I am absolutely determined that she won’t wear her ugly hood when she meets the king, and I turn to go back up the stairs to her rooms.

‘Not so! Not so!’ The king grabs me by my sleeve and then draws me down the stairs with an arm around my waist. His breath is a hot gale of stale wine in my face. ‘I’m not having you spoiling our surprise, Jane. I mean it. You shall stay with us and have a cape and a mask of your own, and you shall join my band. We’ll come in with music while she’s watching the bull baiting – we have it all planned. We’ll dance with her and her ladies, and you shan’t betray us.’
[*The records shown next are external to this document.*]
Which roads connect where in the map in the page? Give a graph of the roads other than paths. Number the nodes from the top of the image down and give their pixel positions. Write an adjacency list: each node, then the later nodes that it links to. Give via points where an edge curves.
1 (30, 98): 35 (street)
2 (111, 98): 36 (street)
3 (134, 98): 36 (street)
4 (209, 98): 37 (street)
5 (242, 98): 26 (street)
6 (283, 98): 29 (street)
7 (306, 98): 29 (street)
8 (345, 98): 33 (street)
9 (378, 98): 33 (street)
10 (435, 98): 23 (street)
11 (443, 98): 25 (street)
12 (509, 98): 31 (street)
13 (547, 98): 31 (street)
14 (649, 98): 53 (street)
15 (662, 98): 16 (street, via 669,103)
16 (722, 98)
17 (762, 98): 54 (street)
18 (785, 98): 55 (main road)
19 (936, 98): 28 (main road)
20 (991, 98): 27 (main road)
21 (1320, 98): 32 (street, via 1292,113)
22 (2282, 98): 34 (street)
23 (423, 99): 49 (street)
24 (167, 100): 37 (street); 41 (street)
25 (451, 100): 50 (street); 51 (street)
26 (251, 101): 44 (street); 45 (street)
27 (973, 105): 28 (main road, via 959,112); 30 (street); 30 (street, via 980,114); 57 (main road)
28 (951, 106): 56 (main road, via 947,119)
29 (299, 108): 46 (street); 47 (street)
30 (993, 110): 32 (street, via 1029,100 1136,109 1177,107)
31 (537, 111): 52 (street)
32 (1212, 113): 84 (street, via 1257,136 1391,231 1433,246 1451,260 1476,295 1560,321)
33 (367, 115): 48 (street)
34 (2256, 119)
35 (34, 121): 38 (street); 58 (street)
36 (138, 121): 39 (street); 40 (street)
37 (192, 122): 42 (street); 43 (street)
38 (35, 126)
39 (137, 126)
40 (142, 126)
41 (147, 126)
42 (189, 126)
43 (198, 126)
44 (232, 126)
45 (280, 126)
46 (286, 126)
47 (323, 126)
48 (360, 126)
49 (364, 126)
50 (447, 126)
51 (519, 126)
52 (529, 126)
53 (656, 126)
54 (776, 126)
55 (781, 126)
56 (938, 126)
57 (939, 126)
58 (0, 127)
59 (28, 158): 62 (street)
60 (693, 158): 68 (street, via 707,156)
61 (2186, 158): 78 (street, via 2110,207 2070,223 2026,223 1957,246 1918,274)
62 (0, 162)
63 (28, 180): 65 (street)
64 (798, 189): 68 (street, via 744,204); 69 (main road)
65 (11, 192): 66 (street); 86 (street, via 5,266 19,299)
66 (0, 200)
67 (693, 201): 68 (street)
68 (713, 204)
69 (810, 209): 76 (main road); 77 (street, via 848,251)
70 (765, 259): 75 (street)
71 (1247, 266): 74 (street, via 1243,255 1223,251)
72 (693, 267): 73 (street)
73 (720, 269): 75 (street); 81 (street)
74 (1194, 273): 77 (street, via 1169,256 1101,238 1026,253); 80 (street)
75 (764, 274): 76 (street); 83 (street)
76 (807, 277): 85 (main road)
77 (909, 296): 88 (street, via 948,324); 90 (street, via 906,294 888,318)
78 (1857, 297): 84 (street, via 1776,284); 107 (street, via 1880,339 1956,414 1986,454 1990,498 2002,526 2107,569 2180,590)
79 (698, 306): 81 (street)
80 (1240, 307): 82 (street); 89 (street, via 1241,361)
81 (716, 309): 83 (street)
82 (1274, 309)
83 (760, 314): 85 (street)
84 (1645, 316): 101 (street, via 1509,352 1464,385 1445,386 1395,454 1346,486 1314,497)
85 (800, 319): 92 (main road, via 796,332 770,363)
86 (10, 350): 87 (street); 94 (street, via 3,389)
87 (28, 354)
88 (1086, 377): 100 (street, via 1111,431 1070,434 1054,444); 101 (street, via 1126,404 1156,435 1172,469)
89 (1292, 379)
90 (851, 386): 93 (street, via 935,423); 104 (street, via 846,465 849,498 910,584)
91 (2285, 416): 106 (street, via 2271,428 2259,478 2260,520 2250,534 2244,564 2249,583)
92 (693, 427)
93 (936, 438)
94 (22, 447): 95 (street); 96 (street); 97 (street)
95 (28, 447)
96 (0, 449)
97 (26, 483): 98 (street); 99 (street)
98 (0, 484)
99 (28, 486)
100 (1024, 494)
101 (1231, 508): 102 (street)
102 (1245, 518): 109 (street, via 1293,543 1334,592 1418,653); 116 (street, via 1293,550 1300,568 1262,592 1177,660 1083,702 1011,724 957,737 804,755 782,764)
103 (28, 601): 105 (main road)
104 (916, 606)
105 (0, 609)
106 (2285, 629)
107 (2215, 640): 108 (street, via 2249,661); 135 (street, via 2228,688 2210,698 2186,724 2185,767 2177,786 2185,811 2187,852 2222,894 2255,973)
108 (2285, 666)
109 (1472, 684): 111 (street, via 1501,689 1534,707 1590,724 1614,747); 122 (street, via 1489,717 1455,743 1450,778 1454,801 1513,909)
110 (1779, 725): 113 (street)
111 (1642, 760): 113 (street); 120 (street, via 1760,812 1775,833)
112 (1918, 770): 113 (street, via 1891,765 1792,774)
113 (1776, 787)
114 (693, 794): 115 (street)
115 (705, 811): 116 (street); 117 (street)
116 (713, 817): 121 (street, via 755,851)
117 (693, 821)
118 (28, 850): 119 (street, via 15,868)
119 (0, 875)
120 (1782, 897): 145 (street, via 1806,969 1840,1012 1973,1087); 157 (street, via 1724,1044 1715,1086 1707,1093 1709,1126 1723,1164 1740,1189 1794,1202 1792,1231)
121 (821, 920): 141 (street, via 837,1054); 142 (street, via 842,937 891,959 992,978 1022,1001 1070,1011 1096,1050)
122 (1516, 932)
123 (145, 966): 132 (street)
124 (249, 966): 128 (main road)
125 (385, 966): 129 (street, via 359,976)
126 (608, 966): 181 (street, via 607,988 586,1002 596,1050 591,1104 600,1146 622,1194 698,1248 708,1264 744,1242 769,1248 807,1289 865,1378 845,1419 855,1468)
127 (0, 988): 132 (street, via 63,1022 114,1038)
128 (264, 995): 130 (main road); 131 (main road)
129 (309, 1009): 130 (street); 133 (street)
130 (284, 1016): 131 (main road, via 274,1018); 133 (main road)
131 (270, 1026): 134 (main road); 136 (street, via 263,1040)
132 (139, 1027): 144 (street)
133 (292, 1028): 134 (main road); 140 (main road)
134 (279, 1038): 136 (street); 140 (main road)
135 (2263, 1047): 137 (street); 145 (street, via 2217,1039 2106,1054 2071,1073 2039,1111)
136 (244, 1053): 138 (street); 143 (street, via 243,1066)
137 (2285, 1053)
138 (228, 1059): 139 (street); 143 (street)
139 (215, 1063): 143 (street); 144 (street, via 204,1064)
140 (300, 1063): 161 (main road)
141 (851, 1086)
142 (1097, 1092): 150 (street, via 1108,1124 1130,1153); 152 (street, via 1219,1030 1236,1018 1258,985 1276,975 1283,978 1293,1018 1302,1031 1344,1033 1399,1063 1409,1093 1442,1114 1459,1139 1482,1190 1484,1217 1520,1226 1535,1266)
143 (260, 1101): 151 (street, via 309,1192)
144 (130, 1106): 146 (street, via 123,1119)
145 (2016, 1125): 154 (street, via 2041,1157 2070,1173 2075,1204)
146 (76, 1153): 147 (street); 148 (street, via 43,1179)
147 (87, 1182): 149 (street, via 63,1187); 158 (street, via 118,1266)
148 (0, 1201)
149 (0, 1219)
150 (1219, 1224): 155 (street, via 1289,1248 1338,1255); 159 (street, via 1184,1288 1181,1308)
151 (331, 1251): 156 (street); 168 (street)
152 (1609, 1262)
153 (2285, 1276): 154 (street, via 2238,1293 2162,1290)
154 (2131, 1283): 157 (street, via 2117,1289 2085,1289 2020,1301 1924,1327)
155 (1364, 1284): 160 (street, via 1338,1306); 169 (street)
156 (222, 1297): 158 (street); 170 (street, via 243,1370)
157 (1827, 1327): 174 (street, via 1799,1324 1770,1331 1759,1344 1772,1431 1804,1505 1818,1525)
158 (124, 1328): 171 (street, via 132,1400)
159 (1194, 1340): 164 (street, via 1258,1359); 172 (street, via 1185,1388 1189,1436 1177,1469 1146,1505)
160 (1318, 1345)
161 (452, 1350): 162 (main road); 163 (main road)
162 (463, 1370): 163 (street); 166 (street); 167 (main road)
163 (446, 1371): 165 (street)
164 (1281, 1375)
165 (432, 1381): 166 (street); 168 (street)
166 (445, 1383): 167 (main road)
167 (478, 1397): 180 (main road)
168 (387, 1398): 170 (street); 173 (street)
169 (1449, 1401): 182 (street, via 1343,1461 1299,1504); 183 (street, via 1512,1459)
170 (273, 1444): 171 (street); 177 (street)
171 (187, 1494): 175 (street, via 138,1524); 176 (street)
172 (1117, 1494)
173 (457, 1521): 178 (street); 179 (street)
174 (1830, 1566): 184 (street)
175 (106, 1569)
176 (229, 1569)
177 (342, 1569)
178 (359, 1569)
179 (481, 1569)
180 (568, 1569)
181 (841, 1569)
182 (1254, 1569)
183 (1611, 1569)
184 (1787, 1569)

‘I won’t tell, I swear.’ I am desperate to get her out of that ridiculous hood and into a low-cut gown. ‘But she’ll want to look her best. You must surprise her at her best.’

‘Is she not pretty as she is?’ he asks, instantly suspicious, his eyes sharp through his mask. ‘Pretty as my Jane?’

‘Very pretty,’ I say at once. ‘Who is a better judge than you? Who catches a likeness better than Master Holbein? You couldn’t be mistaken in your choice. I just want to—’

‘No, no,’ he says. He hands me to Sir Anthony Browne, whoseevidence brought my sister-in-law to the French swordsman and my husband to the block. We greet each other with clasped hands and warm kisses. ‘Sir Anthony! Give my sweetheart Jane a cape and a mask and a hood!’ the king exclaims. ‘She is my man for the night!’